** INFORMATION follows **

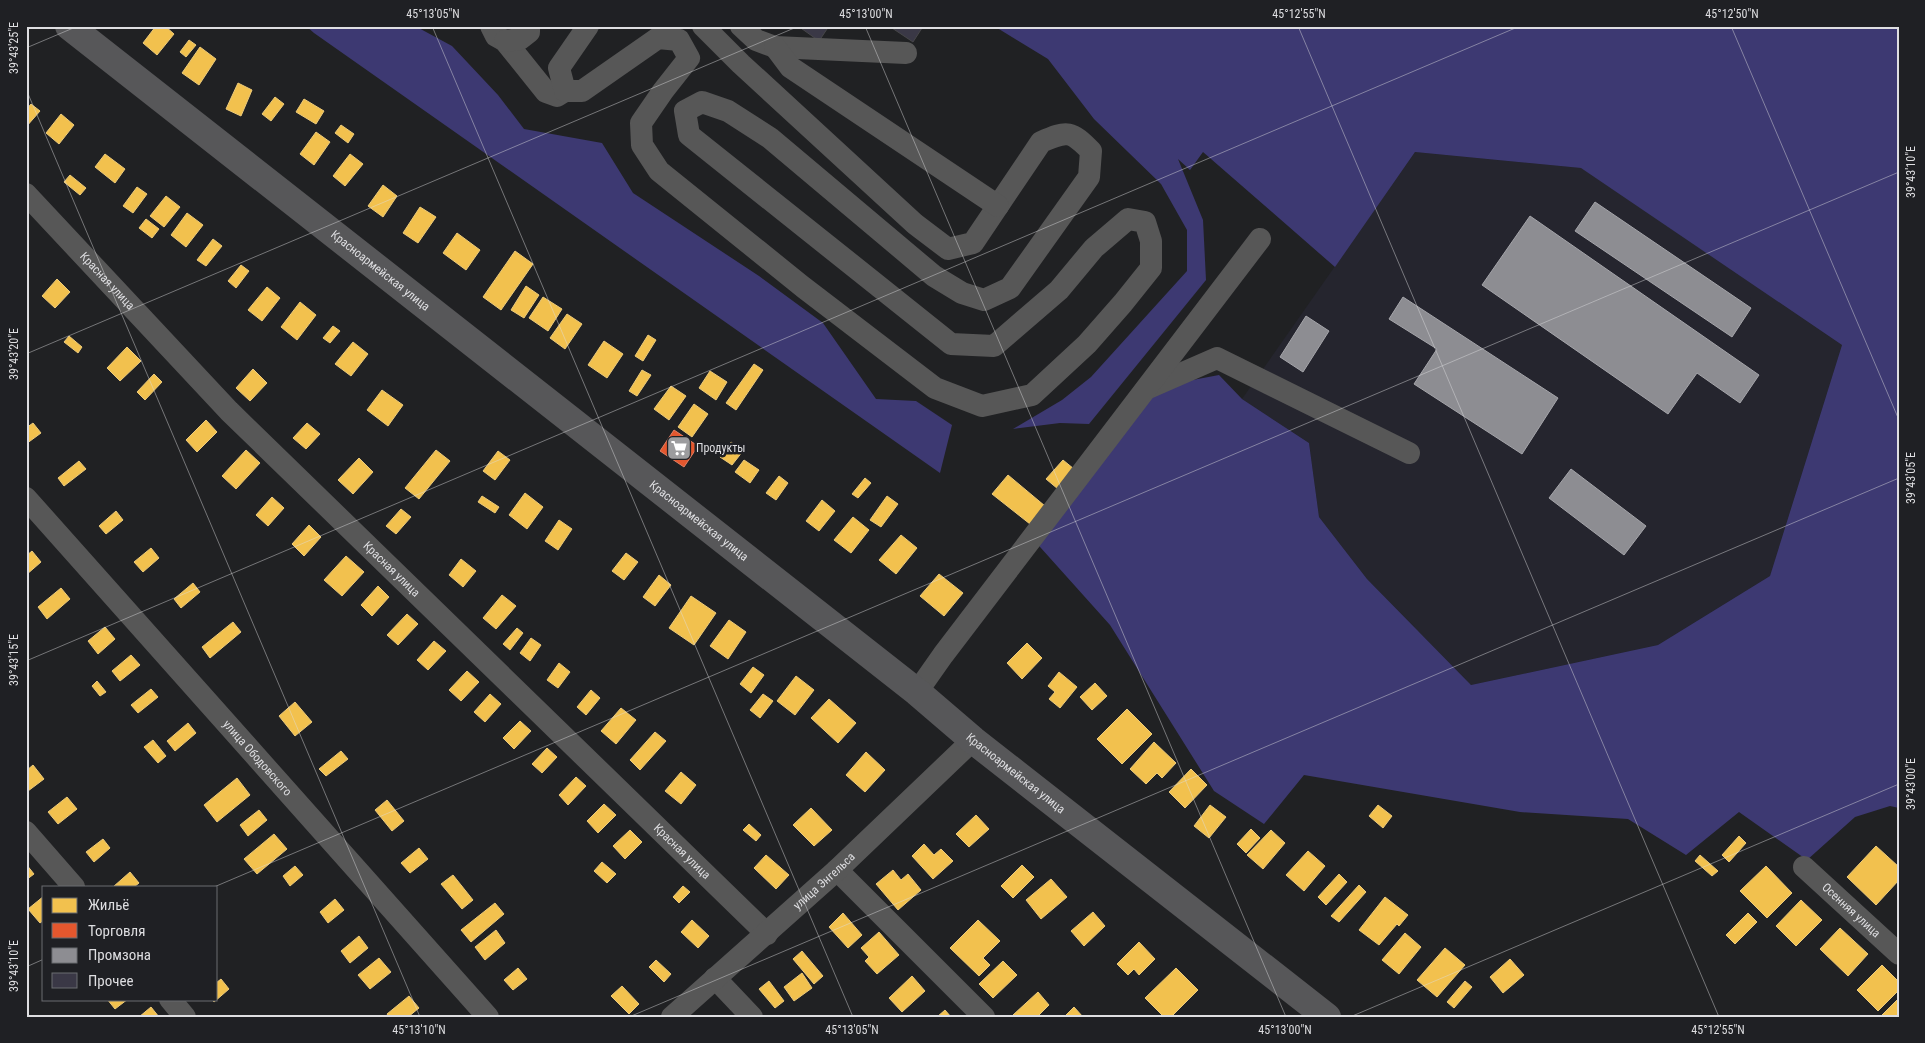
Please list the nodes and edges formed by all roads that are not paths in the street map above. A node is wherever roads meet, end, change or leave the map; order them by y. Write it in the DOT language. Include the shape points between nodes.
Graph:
graph roads {
  1 [pos="69,26"];
  2 [pos="530,26"];
  3 [pos="588,26"];
  4 [pos="703,26"];
  5 [pos="498,34"];
  6 [pos="757,38"];
  7 [pos="906,53"];
  8 [pos="741,64"];
  9 [pos="565,91"];
  10 [pos="26,194"];
  11 [pos="998,206"];
  12 [pos="1260,239"];
  13 [pos="1145,389"];
  14 [pos="1409,453"];
  15 [pos="26,498"];
  16 [pos="917,692"];
  17 [pos="973,740"];
  18 [pos="26,832"];
  19 [pos="1804,867"];
  20 [pos="837,870"];
  21 [pos="73,886"];
  22 [pos="767,934"];
  23 [pos="1899,954"];
  24 [pos="715,978"];
  25 [pos="171,1000"];
  26 [pos="185,1017"];
  27 [pos="488,1017"];
  28 [pos="672,1017"];
  29 [pos="752,1017"];
  30 [pos="984,1017"];
  31 [pos="1327,1017"];
  1 -- 16 [label="main road, Красноармейская улица"];
  2 -- 5 [label="street" via="529,32 520,39"];
  3 -- 9 [label="street" via="559,68"];
  4 -- 8 [label="street"];
  5 -- 9 [label="street" via="546,92 557,96"];
  6 -- 7 [label="street"];
  6 -- 8 [label="street"];
  6 -- 11 [label="street" via="790,67"];
  8 -- 11 [label="street" via="915,224 948,249 973,243"];
  9 -- 11 [label="street" via="582,91 658,38 679,40 689,58 641,122 642,145 659,171 935,388 982,406 1032,395 1087,344 1124,303 1151,268 1151,240 1145,222 1128,218 1094,248 1058,290 994,346 951,344 689,135 685,111 702,102 728,111 770,138 934,276 962,294 984,300 1010,288 1089,177 1091,151 1076,136 1059,134 1041,142"];
  10 -- 22 [label="street, Красная улица" via="229,411"];
  12 -- 13 [label="street"];
  13 -- 14 [label="street" via="1217,358"];
  13 -- 16 [label="street"];
  15 -- 27 [label="street, улица Ободовского"];
  16 -- 17 [label="main road, Красноармейская улица"];
  17 -- 20 [label="street, улица Энгельса"];
  17 -- 31 [label="main road, Красноармейская улица"];
  18 -- 21 [label="street"];
  19 -- 23 [label="street, Осенняя улица"];
  20 -- 22 [label="street, улица Энгельса"];
  20 -- 30 [label="street"];
  22 -- 24 [label="street, улица Энгельса"];
  24 -- 28 [label="street, улица Энгельса"];
  24 -- 29 [label="street"];
  25 -- 26 [label="street"];
}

** End of INFORMATION **

▸ **PROBLEM REQUIREMENTS**
Find out how many lines in the data above hold the word "roads". Write only the number.

▸ **SOLUTION TO THE EXERCISE**
2